Lines from the records below that contain the word "dead" are to be copied out.

▸ Items listed in a dataset
──────────────────────────────

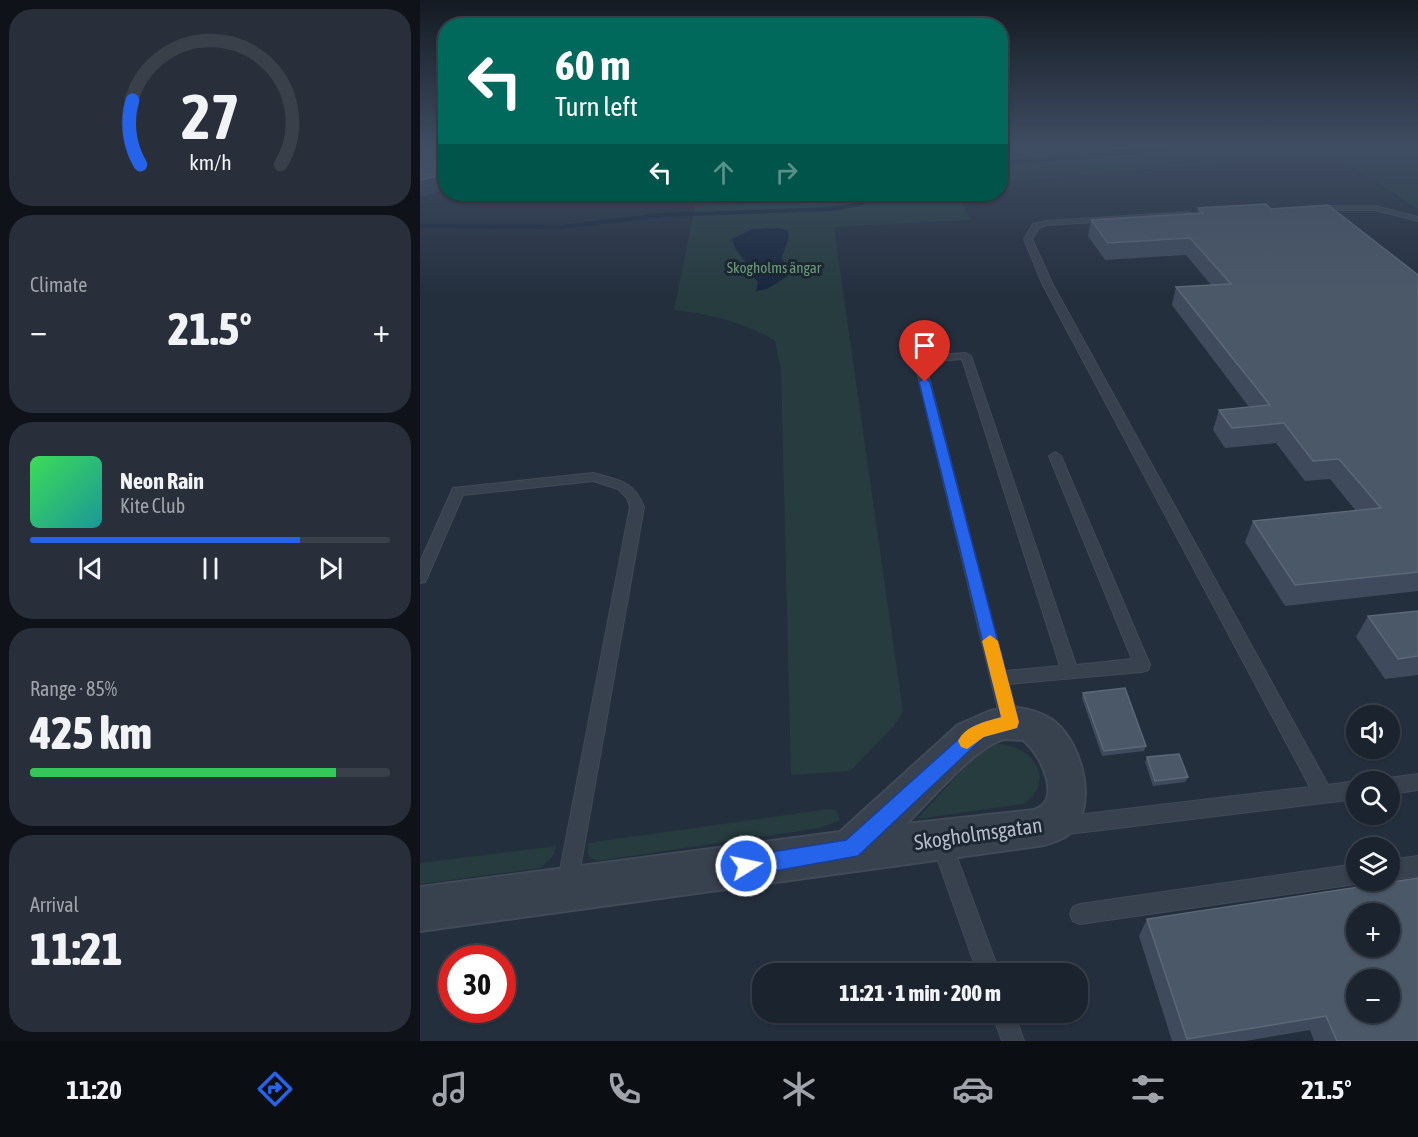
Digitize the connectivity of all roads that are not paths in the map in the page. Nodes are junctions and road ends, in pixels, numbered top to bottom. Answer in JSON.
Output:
{"nodes":[{"id":1,"x":1304,"y":208,"type":"edge"},
{"id":2,"x":1201,"y":213,"type":"edge"},
{"id":3,"x":1418,"y":219,"type":"edge"},
{"id":4,"x":1055,"y":456,"type":"dead end"},
{"id":5,"x":420,"y":578,"type":"edge"},
{"id":6,"x":1070,"y":672,"type":"junction"},
{"id":7,"x":999,"y":678,"type":"junction"},
{"id":8,"x":1010,"y":722,"type":"junction"},
{"id":9,"x":1418,"y":782,"type":"edge"},
{"id":10,"x":1400,"y":784,"type":"edge"},
{"id":11,"x":1346,"y":791,"type":"edge"},
{"id":12,"x":1323,"y":794,"type":"junction"},
{"id":13,"x":1034,"y":829,"type":"junction"},
{"id":14,"x":940,"y":839,"type":"junction"},
{"id":15,"x":851,"y":849,"type":"junction"},
{"id":16,"x":1418,"y":866,"type":"edge"},
{"id":17,"x":1400,"y":868,"type":"edge"},
{"id":18,"x":1346,"y":875,"type":"edge"},
{"id":19,"x":566,"y":890,"type":"junction"},
{"id":20,"x":420,"y":909,"type":"edge"},
{"id":21,"x":1080,"y":914,"type":"dead end"},
{"id":22,"x":985,"y":963,"type":"edge"},
{"id":23,"x":1007,"y":1023,"type":"edge"},
{"id":24,"x":1014,"y":1041,"type":"edge"}],
"edges":[{"from":1,"to":3,"type":"lane"},
{"from":2,"to":12,"type":"lane"},
{"from":4,"to":6,"type":"lane"},
{"from":5,"to":19,"type":"lane"},
{"from":6,"to":7,"type":"lane"},
{"from":6,"to":7,"type":"lane"},
{"from":7,"to":8,"type":"lane"},
{"from":8,"to":13,"type":"street","name":"Skogholmsgatan"},
{"from":8,"to":15,"type":"street"},
{"from":9,"to":10,"type":"lane"},
{"from":11,"to":12,"type":"lane"},
{"from":12,"to":13,"type":"lane"},
{"from":13,"to":14,"type":"street","name":"Skogholmsgatan"},
{"from":14,"to":15,"type":"street","name":"Skogholmsgatan"},
{"from":14,"to":22,"type":"lane"},
{"from":15,"to":19,"type":"street","name":"Skogholmsgatan"},
{"from":16,"to":17,"type":"lane"},
{"from":18,"to":21,"type":"lane"},
{"from":19,"to":20,"type":"street","name":"Skogholmsgatan"},
{"from":23,"to":24,"type":"lane"}]}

──────────────────────────────

▸ Reply to the task
{"id":4,"x":1055,"y":456,"type":"dead end"},
{"id":21,"x":1080,"y":914,"type":"dead end"},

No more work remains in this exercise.